(Collected data entries)
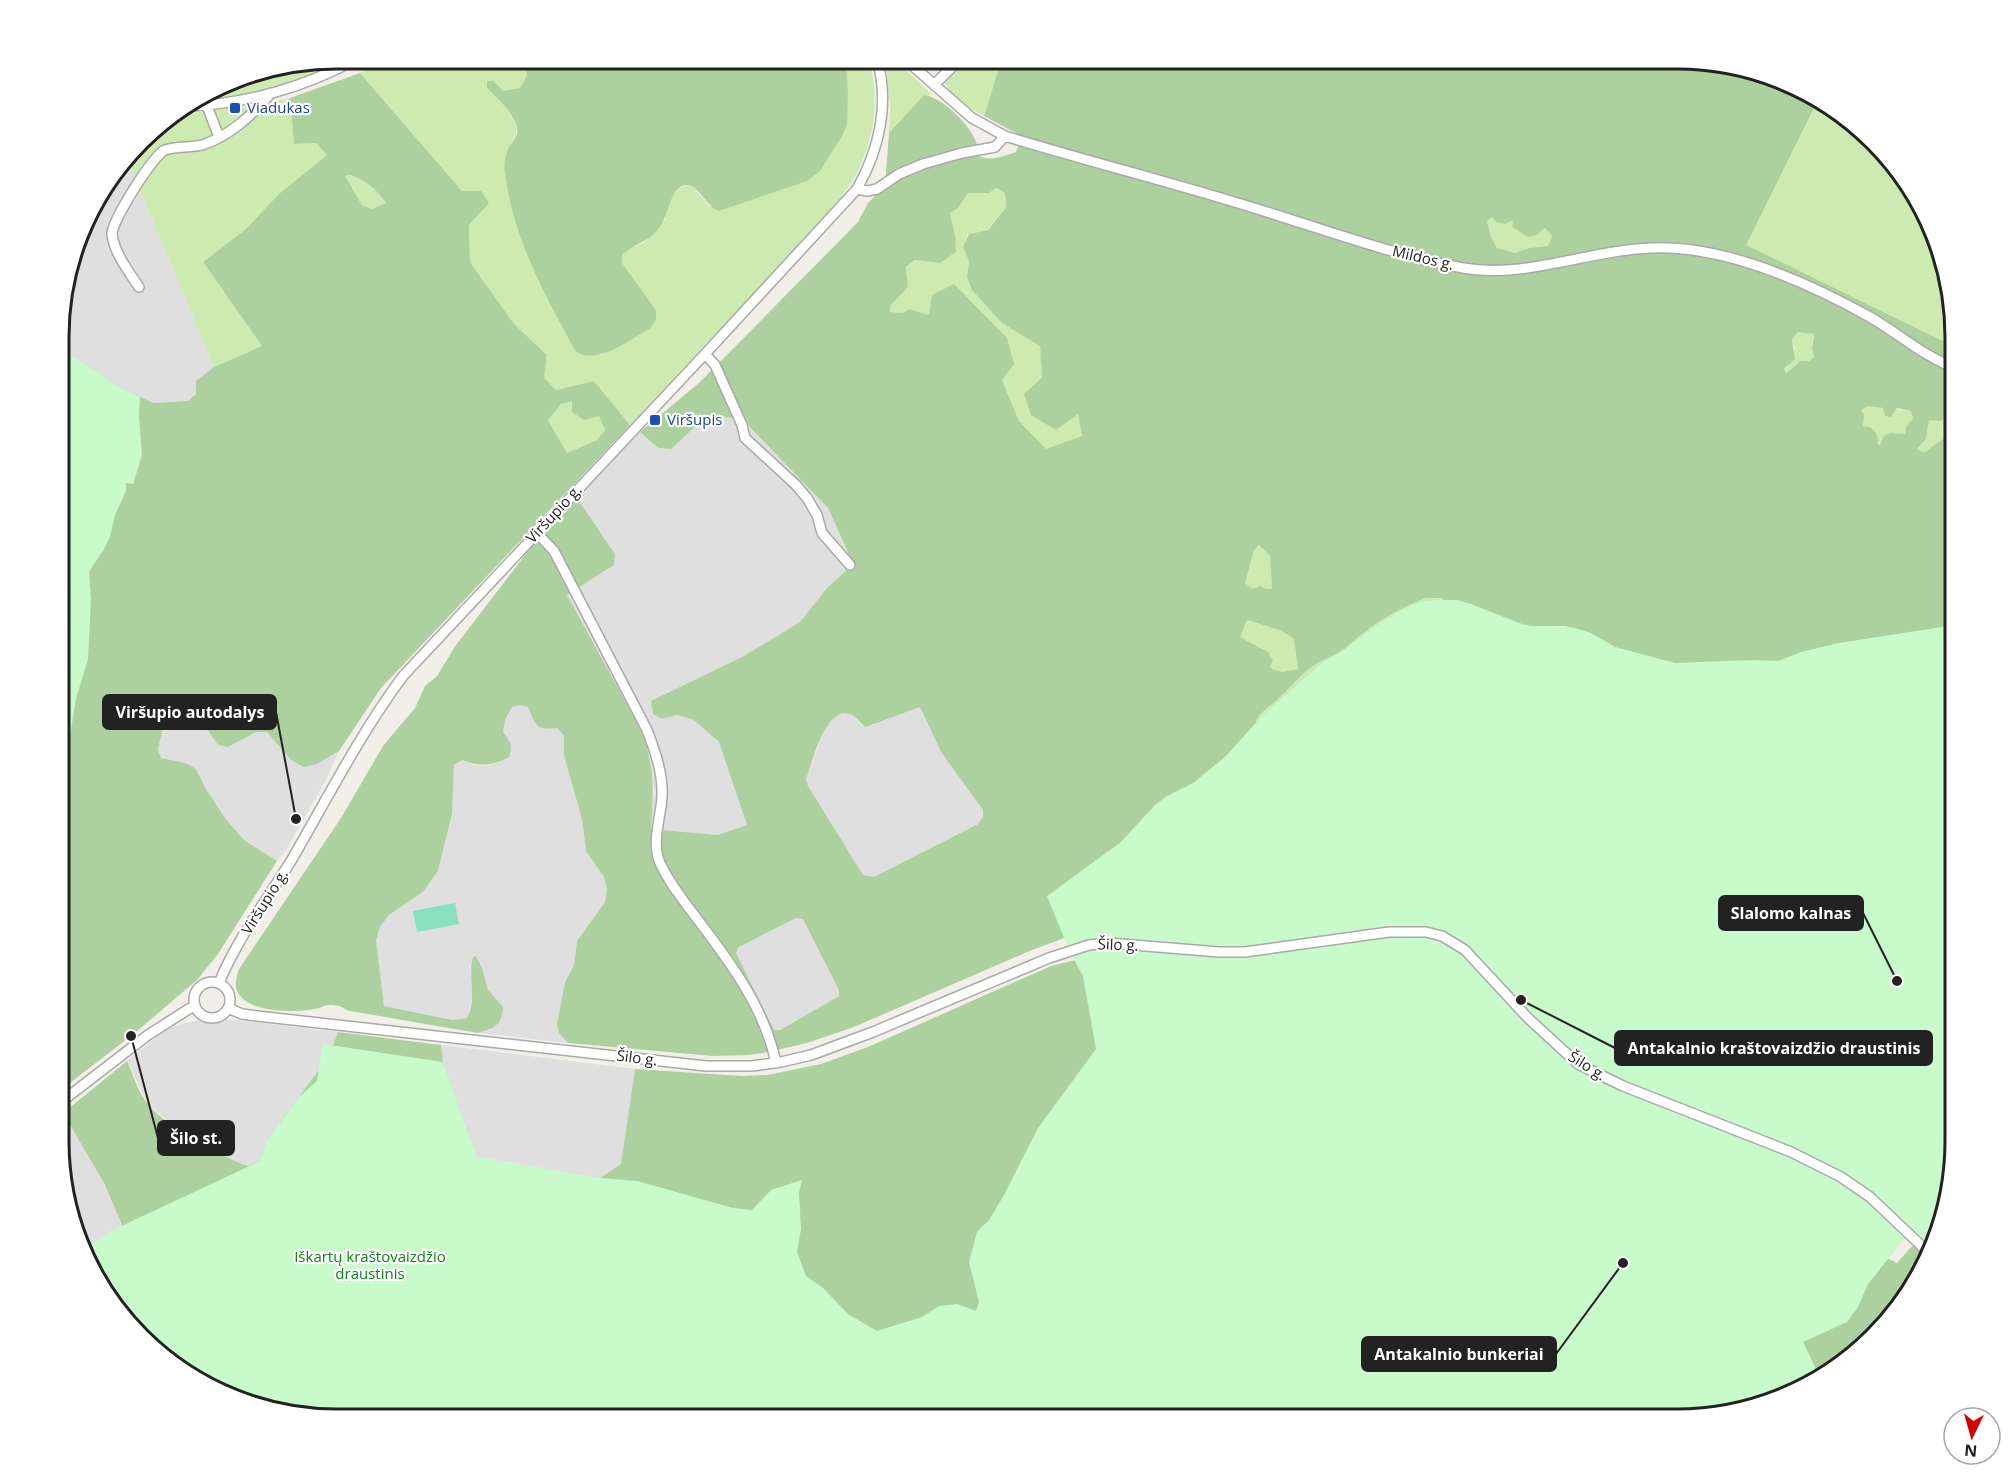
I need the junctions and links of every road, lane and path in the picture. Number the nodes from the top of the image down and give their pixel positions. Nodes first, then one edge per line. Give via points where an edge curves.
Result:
1 (334, 69) edge
2 (879, 69) edge
3 (916, 69) edge
4 (950, 69) edge
5 (934, 85) junction
6 (271, 93) junction
7 (203, 105) edge
8 (207, 105) junction
9 (1005, 136) junction
10 (219, 137) junction
11 (857, 189) junction
12 (139, 287) dead end
13 (705, 354) junction
14 (1945, 364) edge
15 (537, 533) junction
16 (850, 565) dead end
17 (219, 984) junction
18 (195, 1005) junction
19 (228, 1008) junction
20 (776, 1063) junction
21 (69, 1096) edge
22 (1923, 1248) edge

1 - 6 street
2 - 11 street, Viršupio g. via 881,125 873,156
3 - 5 street, Mildos g.
4 - 5 street
5 - 9 street, Mildos g. via 972,118
6 - 8 street
6 - 10 street
7 - 8 street
8 - 10 street
9 - 11 street via 994,147 923,164 877,189
9 - 14 street, Mildos g. via 1387,249 1464,268 1554,264 1649,248 1682,248 1724,257 1763,268 1845,304
10 - 12 street via 203,144 164,150 115,219 112,232 116,249
11 - 13 street, Viršupio g.
13 - 15 street, Viršupio g.
13 - 16 street via 715,365 745,438 807,498 822,533
15 - 17 street, Viršupio g. via 392,691 251,922
15 - 20 street via 554,551 656,753 662,794 656,844 661,864 733,966 761,1017
17 - 18 street via 202,985 195,994
17 - 19 street via 229,995
18 - 19 street via 200,1014 210,1018 220,1016
18 - 21 street via 148,1035
19 - 20 street, Šilo g. via 257,1017 706,1066
20 - 22 street, Šilo g. via 836,1047 1089,945 1245,952 1389,932 1426,932 1442,936 1465,950 1528,1018 1578,1064 1623,1086 1791,1152 1840,1177 1870,1197

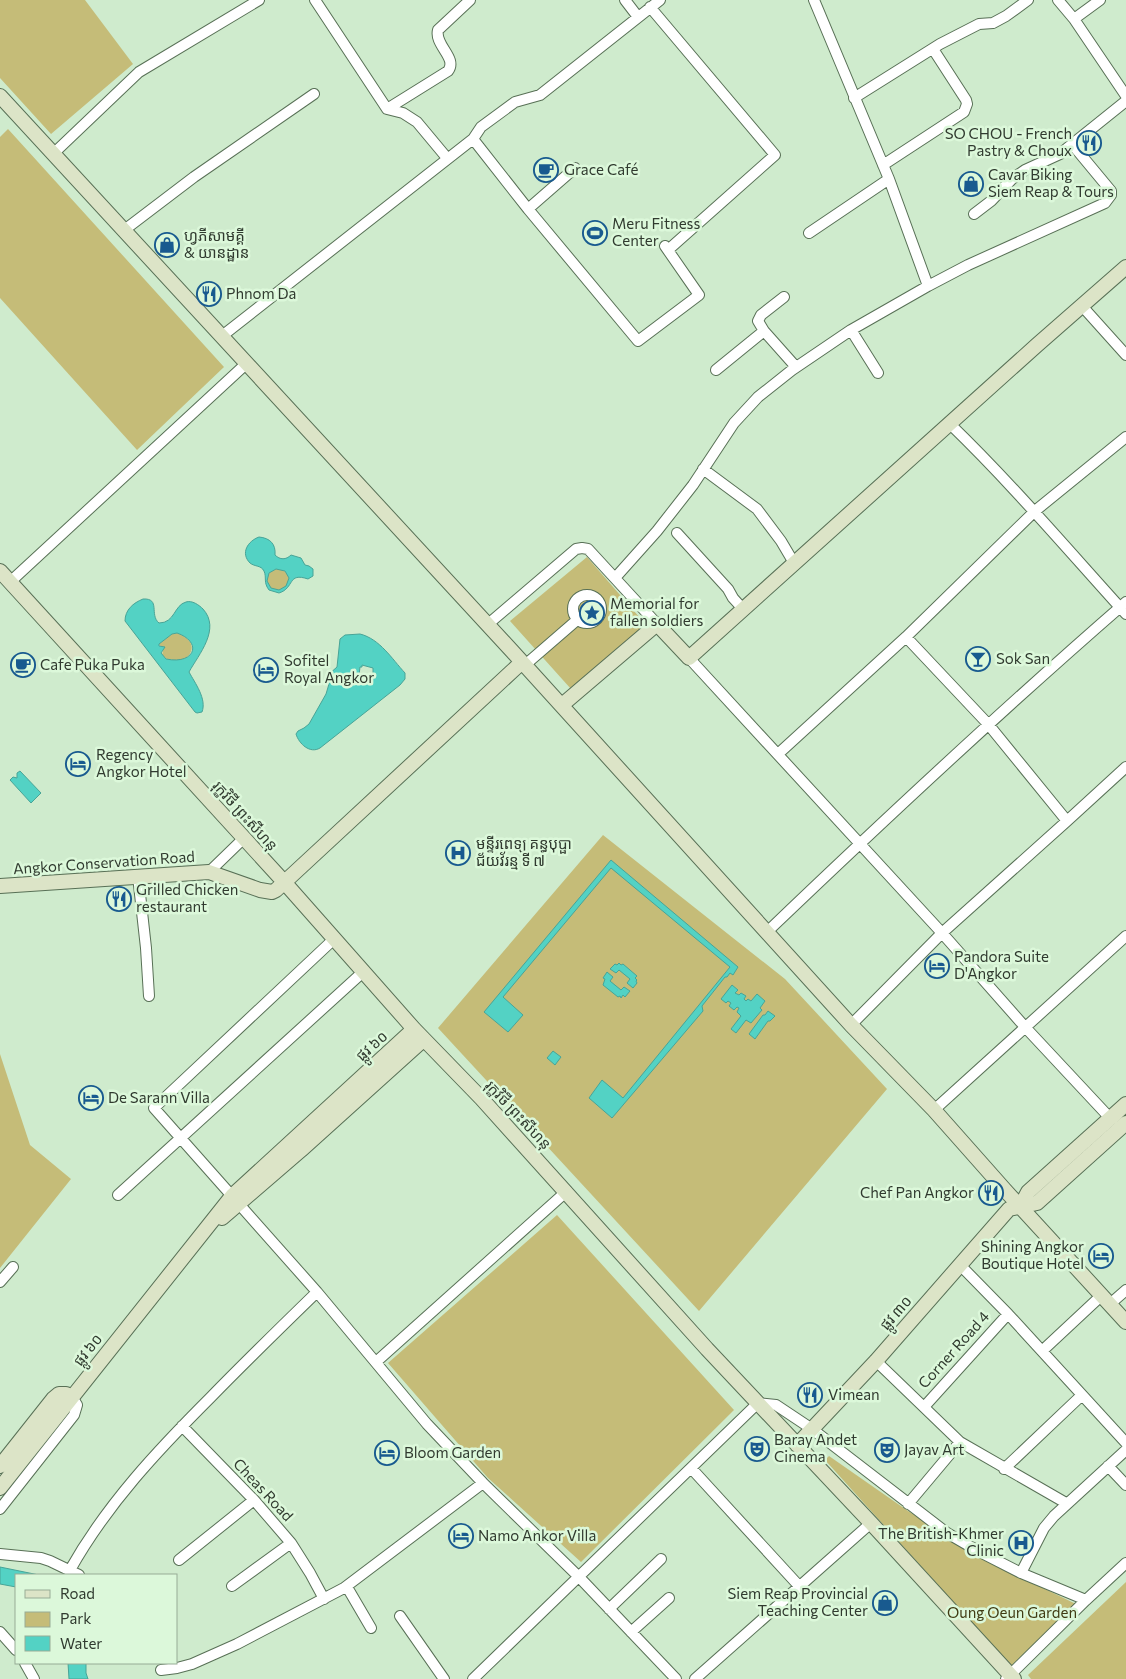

## Problem
Whenever the string "dead" occurs in a line of the entries above, copy that line.

## Answer below
12 (139, 287) dead end
16 (850, 565) dead end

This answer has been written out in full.